— Problem description —
Check every line below for the word "Верхоянская" and copy the ones that have it.

Stored data entries:
________________

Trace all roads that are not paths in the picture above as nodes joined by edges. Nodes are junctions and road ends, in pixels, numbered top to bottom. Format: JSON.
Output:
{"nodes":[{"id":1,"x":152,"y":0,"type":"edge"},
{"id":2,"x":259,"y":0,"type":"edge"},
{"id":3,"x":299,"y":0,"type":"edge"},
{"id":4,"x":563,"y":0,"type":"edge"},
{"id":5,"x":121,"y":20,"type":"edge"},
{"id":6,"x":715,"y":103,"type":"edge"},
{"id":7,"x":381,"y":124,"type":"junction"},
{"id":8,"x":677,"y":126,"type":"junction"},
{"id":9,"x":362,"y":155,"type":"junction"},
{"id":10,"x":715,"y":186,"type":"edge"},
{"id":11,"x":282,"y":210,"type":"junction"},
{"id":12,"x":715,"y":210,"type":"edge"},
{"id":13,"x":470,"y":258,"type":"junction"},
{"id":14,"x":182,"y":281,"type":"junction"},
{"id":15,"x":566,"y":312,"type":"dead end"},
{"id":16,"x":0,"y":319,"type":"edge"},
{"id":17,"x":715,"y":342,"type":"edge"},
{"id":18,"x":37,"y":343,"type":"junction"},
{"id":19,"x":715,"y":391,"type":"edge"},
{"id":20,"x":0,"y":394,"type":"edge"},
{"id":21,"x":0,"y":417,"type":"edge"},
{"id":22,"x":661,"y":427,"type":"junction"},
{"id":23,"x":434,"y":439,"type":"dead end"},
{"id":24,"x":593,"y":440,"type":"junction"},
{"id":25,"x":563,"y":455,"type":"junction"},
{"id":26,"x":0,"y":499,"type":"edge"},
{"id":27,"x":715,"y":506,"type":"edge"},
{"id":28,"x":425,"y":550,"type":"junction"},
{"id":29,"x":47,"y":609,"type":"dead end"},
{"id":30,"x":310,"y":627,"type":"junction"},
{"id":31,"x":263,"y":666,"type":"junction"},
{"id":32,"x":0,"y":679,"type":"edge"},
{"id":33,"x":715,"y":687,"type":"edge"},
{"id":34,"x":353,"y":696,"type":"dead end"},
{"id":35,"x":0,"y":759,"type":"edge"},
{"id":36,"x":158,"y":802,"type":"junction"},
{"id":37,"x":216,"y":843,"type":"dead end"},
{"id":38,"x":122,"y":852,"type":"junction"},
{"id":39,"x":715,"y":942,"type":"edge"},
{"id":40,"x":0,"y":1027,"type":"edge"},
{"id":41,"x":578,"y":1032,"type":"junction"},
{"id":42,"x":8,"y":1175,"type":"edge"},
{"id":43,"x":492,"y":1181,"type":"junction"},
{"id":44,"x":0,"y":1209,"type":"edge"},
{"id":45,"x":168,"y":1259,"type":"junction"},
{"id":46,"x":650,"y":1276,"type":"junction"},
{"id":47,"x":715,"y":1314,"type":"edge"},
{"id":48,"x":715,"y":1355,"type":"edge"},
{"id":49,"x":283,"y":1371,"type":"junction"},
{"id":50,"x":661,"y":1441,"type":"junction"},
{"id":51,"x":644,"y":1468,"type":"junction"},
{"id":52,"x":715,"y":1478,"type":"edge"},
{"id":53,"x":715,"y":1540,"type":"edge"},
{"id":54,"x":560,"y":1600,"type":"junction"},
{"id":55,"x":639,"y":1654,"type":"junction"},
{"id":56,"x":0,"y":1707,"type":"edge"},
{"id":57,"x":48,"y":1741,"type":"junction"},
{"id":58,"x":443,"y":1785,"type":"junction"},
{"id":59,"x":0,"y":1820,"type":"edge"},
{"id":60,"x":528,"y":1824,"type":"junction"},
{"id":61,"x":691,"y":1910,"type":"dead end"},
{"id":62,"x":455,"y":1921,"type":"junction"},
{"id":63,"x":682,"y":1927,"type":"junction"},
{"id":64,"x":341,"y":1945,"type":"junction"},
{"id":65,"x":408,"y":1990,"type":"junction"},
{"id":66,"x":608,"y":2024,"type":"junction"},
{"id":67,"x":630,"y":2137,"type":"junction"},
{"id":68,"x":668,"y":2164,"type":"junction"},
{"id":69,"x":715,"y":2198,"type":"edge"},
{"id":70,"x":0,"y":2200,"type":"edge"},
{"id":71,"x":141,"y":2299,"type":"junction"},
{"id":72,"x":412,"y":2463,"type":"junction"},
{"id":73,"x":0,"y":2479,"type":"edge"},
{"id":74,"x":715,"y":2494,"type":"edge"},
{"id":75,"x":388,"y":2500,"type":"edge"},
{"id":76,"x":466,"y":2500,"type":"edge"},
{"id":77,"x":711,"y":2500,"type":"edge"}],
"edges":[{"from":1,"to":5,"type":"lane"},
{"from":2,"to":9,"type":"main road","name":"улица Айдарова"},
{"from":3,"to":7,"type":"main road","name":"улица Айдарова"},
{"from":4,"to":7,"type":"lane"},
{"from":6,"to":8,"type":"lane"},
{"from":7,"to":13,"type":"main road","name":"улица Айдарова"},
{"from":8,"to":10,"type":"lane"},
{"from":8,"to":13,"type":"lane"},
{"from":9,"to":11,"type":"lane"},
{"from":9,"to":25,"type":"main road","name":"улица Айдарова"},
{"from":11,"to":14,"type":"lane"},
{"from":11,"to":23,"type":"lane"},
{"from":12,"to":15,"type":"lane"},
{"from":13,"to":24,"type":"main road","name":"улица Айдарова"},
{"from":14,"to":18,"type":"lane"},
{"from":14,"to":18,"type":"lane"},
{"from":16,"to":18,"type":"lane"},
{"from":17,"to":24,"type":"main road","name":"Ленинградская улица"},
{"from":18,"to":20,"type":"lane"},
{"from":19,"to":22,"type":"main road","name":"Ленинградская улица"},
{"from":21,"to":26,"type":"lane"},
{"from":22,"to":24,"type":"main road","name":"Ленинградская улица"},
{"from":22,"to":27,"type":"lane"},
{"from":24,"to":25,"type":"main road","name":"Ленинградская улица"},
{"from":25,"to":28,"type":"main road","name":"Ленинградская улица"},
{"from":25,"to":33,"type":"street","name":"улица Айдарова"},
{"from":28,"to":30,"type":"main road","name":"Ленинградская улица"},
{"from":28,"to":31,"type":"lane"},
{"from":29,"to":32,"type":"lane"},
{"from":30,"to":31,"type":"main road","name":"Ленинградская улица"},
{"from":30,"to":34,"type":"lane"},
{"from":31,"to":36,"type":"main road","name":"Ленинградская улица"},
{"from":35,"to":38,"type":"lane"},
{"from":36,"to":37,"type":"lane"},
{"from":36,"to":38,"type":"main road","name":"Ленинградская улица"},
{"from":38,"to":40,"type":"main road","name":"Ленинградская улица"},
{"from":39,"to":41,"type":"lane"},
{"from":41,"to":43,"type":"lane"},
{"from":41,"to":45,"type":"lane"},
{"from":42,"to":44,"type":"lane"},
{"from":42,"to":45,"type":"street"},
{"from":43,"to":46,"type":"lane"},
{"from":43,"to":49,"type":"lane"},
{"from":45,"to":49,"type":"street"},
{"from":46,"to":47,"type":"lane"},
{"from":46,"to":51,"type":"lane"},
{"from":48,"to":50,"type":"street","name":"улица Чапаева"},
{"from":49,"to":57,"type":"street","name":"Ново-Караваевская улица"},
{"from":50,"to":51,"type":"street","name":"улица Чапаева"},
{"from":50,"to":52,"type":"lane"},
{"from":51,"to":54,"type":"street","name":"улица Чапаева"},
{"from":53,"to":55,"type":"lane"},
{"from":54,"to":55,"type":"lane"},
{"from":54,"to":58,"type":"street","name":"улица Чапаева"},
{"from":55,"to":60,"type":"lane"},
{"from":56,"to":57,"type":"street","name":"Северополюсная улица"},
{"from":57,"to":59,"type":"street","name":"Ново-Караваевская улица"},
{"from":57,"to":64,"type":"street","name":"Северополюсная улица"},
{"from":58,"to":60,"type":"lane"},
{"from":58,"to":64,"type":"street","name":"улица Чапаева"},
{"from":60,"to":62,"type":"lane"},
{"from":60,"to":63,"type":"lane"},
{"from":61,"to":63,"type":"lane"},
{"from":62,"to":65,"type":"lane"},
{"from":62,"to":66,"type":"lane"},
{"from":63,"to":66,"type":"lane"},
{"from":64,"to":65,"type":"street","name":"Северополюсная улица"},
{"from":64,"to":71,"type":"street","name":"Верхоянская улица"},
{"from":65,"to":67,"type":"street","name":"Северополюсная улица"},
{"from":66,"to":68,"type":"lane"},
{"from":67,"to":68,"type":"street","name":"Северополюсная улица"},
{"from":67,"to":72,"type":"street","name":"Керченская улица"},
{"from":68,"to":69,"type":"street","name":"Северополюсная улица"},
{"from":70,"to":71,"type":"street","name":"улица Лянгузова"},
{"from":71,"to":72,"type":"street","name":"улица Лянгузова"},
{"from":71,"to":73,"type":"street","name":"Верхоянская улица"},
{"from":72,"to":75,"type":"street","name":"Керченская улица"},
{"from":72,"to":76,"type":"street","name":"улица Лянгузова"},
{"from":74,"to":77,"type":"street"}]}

________________

— Task solution —
{"from":64,"to":71,"type":"street","name":"Верхоянская улица"},
{"from":71,"to":73,"type":"street","name":"Верхоянская улица"},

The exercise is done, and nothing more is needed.